[Task to carry out] Nothing left out, nothing added: return the full set of records.

══ Excerpted records ══

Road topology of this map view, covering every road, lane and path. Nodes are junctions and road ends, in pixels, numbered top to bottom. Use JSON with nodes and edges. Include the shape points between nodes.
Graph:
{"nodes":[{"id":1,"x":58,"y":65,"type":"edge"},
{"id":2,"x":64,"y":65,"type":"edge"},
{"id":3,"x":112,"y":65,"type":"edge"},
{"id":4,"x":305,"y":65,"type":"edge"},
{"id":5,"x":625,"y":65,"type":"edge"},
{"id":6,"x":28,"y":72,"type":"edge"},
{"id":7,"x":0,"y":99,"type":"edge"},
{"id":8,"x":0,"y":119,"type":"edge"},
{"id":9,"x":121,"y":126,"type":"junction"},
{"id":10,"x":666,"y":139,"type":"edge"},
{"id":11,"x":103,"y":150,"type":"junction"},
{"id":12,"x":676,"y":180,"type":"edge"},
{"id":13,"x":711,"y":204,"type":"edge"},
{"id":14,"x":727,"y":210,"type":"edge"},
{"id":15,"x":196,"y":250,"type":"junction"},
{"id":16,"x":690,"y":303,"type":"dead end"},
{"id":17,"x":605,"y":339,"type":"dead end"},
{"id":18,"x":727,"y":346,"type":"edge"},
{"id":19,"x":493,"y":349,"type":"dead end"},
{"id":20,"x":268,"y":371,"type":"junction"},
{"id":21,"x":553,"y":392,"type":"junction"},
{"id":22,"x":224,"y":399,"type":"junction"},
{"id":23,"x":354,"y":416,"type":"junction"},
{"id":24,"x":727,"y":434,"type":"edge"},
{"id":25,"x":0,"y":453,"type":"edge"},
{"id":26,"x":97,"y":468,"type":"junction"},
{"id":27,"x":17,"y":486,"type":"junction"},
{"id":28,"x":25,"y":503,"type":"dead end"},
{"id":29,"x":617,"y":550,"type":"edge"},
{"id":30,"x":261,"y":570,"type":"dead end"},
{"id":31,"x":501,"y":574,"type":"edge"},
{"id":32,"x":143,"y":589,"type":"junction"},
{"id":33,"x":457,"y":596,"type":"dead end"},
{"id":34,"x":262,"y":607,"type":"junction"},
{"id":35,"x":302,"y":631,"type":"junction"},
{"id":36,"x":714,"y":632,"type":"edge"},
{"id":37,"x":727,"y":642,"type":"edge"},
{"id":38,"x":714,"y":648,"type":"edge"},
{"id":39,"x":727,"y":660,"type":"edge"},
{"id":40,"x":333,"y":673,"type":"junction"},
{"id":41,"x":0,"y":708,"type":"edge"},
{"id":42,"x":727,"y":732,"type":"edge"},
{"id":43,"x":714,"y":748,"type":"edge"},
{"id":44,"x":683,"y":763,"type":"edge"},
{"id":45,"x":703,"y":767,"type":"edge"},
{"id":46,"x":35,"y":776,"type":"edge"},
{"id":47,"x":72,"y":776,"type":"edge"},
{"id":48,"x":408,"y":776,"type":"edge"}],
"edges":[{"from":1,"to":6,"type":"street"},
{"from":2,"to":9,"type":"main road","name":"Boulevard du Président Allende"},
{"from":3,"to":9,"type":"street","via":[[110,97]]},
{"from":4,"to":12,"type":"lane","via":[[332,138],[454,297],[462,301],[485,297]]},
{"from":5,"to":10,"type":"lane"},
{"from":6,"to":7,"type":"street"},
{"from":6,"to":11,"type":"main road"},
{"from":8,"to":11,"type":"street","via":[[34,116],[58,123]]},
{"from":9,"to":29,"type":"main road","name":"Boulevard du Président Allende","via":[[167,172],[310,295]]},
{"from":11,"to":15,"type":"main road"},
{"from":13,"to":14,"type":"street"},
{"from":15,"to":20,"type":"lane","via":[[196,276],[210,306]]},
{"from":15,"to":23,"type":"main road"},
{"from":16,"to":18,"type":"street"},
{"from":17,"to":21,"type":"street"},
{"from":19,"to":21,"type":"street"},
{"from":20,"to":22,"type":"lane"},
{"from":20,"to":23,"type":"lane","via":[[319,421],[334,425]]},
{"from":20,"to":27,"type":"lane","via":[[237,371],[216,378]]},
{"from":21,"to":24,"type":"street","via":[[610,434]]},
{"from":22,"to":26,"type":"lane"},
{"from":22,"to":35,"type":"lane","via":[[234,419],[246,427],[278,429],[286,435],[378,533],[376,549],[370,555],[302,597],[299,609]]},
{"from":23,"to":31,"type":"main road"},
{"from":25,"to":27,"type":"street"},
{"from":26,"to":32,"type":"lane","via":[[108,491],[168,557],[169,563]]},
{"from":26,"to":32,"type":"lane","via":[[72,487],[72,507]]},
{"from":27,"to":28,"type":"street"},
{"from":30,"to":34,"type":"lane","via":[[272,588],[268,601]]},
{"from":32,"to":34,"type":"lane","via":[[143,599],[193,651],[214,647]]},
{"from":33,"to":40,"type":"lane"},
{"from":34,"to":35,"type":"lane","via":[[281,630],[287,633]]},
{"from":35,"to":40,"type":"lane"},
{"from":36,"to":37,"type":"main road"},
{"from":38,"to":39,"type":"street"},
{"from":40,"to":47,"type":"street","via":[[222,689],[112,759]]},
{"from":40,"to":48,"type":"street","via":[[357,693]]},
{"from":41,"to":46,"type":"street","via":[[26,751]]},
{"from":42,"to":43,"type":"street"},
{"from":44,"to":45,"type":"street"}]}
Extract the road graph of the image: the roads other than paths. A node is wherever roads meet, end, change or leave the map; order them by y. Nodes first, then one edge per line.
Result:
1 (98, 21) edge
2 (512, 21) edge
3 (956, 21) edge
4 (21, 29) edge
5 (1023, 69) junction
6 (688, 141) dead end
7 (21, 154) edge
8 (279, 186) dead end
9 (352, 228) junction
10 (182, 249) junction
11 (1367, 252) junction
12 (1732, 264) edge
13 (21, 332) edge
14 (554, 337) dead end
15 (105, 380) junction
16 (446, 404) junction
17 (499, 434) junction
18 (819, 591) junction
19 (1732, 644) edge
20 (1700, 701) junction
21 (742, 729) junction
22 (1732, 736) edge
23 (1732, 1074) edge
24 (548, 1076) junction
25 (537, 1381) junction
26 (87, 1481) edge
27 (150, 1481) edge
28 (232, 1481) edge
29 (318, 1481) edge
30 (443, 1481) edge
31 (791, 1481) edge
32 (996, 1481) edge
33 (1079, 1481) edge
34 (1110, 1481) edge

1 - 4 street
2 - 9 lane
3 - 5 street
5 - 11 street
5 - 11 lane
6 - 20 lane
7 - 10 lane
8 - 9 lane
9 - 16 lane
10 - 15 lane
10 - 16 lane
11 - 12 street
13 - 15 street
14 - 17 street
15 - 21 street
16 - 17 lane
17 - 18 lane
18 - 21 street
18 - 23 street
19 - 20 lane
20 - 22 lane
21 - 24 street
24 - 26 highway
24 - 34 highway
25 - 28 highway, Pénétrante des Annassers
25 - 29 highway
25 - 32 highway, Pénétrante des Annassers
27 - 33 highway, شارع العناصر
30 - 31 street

═══

[Result for this task]
Road topology of this map view, covering every road, lane and path. Nodes are junctions and road ends, in pixels, numbered top to bottom. Use JSON with nodes and edges. Include the shape points between nodes.
Graph:
{"nodes":[{"id":1,"x":58,"y":65,"type":"edge"},
{"id":2,"x":64,"y":65,"type":"edge"},
{"id":3,"x":112,"y":65,"type":"edge"},
{"id":4,"x":305,"y":65,"type":"edge"},
{"id":5,"x":625,"y":65,"type":"edge"},
{"id":6,"x":28,"y":72,"type":"edge"},
{"id":7,"x":0,"y":99,"type":"edge"},
{"id":8,"x":0,"y":119,"type":"edge"},
{"id":9,"x":121,"y":126,"type":"junction"},
{"id":10,"x":666,"y":139,"type":"edge"},
{"id":11,"x":103,"y":150,"type":"junction"},
{"id":12,"x":676,"y":180,"type":"edge"},
{"id":13,"x":711,"y":204,"type":"edge"},
{"id":14,"x":727,"y":210,"type":"edge"},
{"id":15,"x":196,"y":250,"type":"junction"},
{"id":16,"x":690,"y":303,"type":"dead end"},
{"id":17,"x":605,"y":339,"type":"dead end"},
{"id":18,"x":727,"y":346,"type":"edge"},
{"id":19,"x":493,"y":349,"type":"dead end"},
{"id":20,"x":268,"y":371,"type":"junction"},
{"id":21,"x":553,"y":392,"type":"junction"},
{"id":22,"x":224,"y":399,"type":"junction"},
{"id":23,"x":354,"y":416,"type":"junction"},
{"id":24,"x":727,"y":434,"type":"edge"},
{"id":25,"x":0,"y":453,"type":"edge"},
{"id":26,"x":97,"y":468,"type":"junction"},
{"id":27,"x":17,"y":486,"type":"junction"},
{"id":28,"x":25,"y":503,"type":"dead end"},
{"id":29,"x":617,"y":550,"type":"edge"},
{"id":30,"x":261,"y":570,"type":"dead end"},
{"id":31,"x":501,"y":574,"type":"edge"},
{"id":32,"x":143,"y":589,"type":"junction"},
{"id":33,"x":457,"y":596,"type":"dead end"},
{"id":34,"x":262,"y":607,"type":"junction"},
{"id":35,"x":302,"y":631,"type":"junction"},
{"id":36,"x":714,"y":632,"type":"edge"},
{"id":37,"x":727,"y":642,"type":"edge"},
{"id":38,"x":714,"y":648,"type":"edge"},
{"id":39,"x":727,"y":660,"type":"edge"},
{"id":40,"x":333,"y":673,"type":"junction"},
{"id":41,"x":0,"y":708,"type":"edge"},
{"id":42,"x":727,"y":732,"type":"edge"},
{"id":43,"x":714,"y":748,"type":"edge"},
{"id":44,"x":683,"y":763,"type":"edge"},
{"id":45,"x":703,"y":767,"type":"edge"},
{"id":46,"x":35,"y":776,"type":"edge"},
{"id":47,"x":72,"y":776,"type":"edge"},
{"id":48,"x":408,"y":776,"type":"edge"}],
"edges":[{"from":1,"to":6,"type":"street"},
{"from":2,"to":9,"type":"main road","name":"Boulevard du Président Allende"},
{"from":3,"to":9,"type":"street","via":[[110,97]]},
{"from":4,"to":12,"type":"lane","via":[[332,138],[454,297],[462,301],[485,297]]},
{"from":5,"to":10,"type":"lane"},
{"from":6,"to":7,"type":"street"},
{"from":6,"to":11,"type":"main road"},
{"from":8,"to":11,"type":"street","via":[[34,116],[58,123]]},
{"from":9,"to":29,"type":"main road","name":"Boulevard du Président Allende","via":[[167,172],[310,295]]},
{"from":11,"to":15,"type":"main road"},
{"from":13,"to":14,"type":"street"},
{"from":15,"to":20,"type":"lane","via":[[196,276],[210,306]]},
{"from":15,"to":23,"type":"main road"},
{"from":16,"to":18,"type":"street"},
{"from":17,"to":21,"type":"street"},
{"from":19,"to":21,"type":"street"},
{"from":20,"to":22,"type":"lane"},
{"from":20,"to":23,"type":"lane","via":[[319,421],[334,425]]},
{"from":20,"to":27,"type":"lane","via":[[237,371],[216,378]]},
{"from":21,"to":24,"type":"street","via":[[610,434]]},
{"from":22,"to":26,"type":"lane"},
{"from":22,"to":35,"type":"lane","via":[[234,419],[246,427],[278,429],[286,435],[378,533],[376,549],[370,555],[302,597],[299,609]]},
{"from":23,"to":31,"type":"main road"},
{"from":25,"to":27,"type":"street"},
{"from":26,"to":32,"type":"lane","via":[[108,491],[168,557],[169,563]]},
{"from":26,"to":32,"type":"lane","via":[[72,487],[72,507]]},
{"from":27,"to":28,"type":"street"},
{"from":30,"to":34,"type":"lane","via":[[272,588],[268,601]]},
{"from":32,"to":34,"type":"lane","via":[[143,599],[193,651],[214,647]]},
{"from":33,"to":40,"type":"lane"},
{"from":34,"to":35,"type":"lane","via":[[281,630],[287,633]]},
{"from":35,"to":40,"type":"lane"},
{"from":36,"to":37,"type":"main road"},
{"from":38,"to":39,"type":"street"},
{"from":40,"to":47,"type":"street","via":[[222,689],[112,759]]},
{"from":40,"to":48,"type":"street","via":[[357,693]]},
{"from":41,"to":46,"type":"street","via":[[26,751]]},
{"from":42,"to":43,"type":"street"},
{"from":44,"to":45,"type":"street"}]}
Extract the road graph of the image: the roads other than paths. A node is wherever roads meet, end, change or leave the map; order them by y. Nodes first, then one edge per line.
Result:
1 (98, 21) edge
2 (512, 21) edge
3 (956, 21) edge
4 (21, 29) edge
5 (1023, 69) junction
6 (688, 141) dead end
7 (21, 154) edge
8 (279, 186) dead end
9 (352, 228) junction
10 (182, 249) junction
11 (1367, 252) junction
12 (1732, 264) edge
13 (21, 332) edge
14 (554, 337) dead end
15 (105, 380) junction
16 (446, 404) junction
17 (499, 434) junction
18 (819, 591) junction
19 (1732, 644) edge
20 (1700, 701) junction
21 (742, 729) junction
22 (1732, 736) edge
23 (1732, 1074) edge
24 (548, 1076) junction
25 (537, 1381) junction
26 (87, 1481) edge
27 (150, 1481) edge
28 (232, 1481) edge
29 (318, 1481) edge
30 (443, 1481) edge
31 (791, 1481) edge
32 (996, 1481) edge
33 (1079, 1481) edge
34 (1110, 1481) edge

1 - 4 street
2 - 9 lane
3 - 5 street
5 - 11 street
5 - 11 lane
6 - 20 lane
7 - 10 lane
8 - 9 lane
9 - 16 lane
10 - 15 lane
10 - 16 lane
11 - 12 street
13 - 15 street
14 - 17 street
15 - 21 street
16 - 17 lane
17 - 18 lane
18 - 21 street
18 - 23 street
19 - 20 lane
20 - 22 lane
21 - 24 street
24 - 26 highway
24 - 34 highway
25 - 28 highway, Pénétrante des Annassers
25 - 29 highway
25 - 32 highway, Pénétrante des Annassers
27 - 33 highway, شارع العناصر
30 - 31 street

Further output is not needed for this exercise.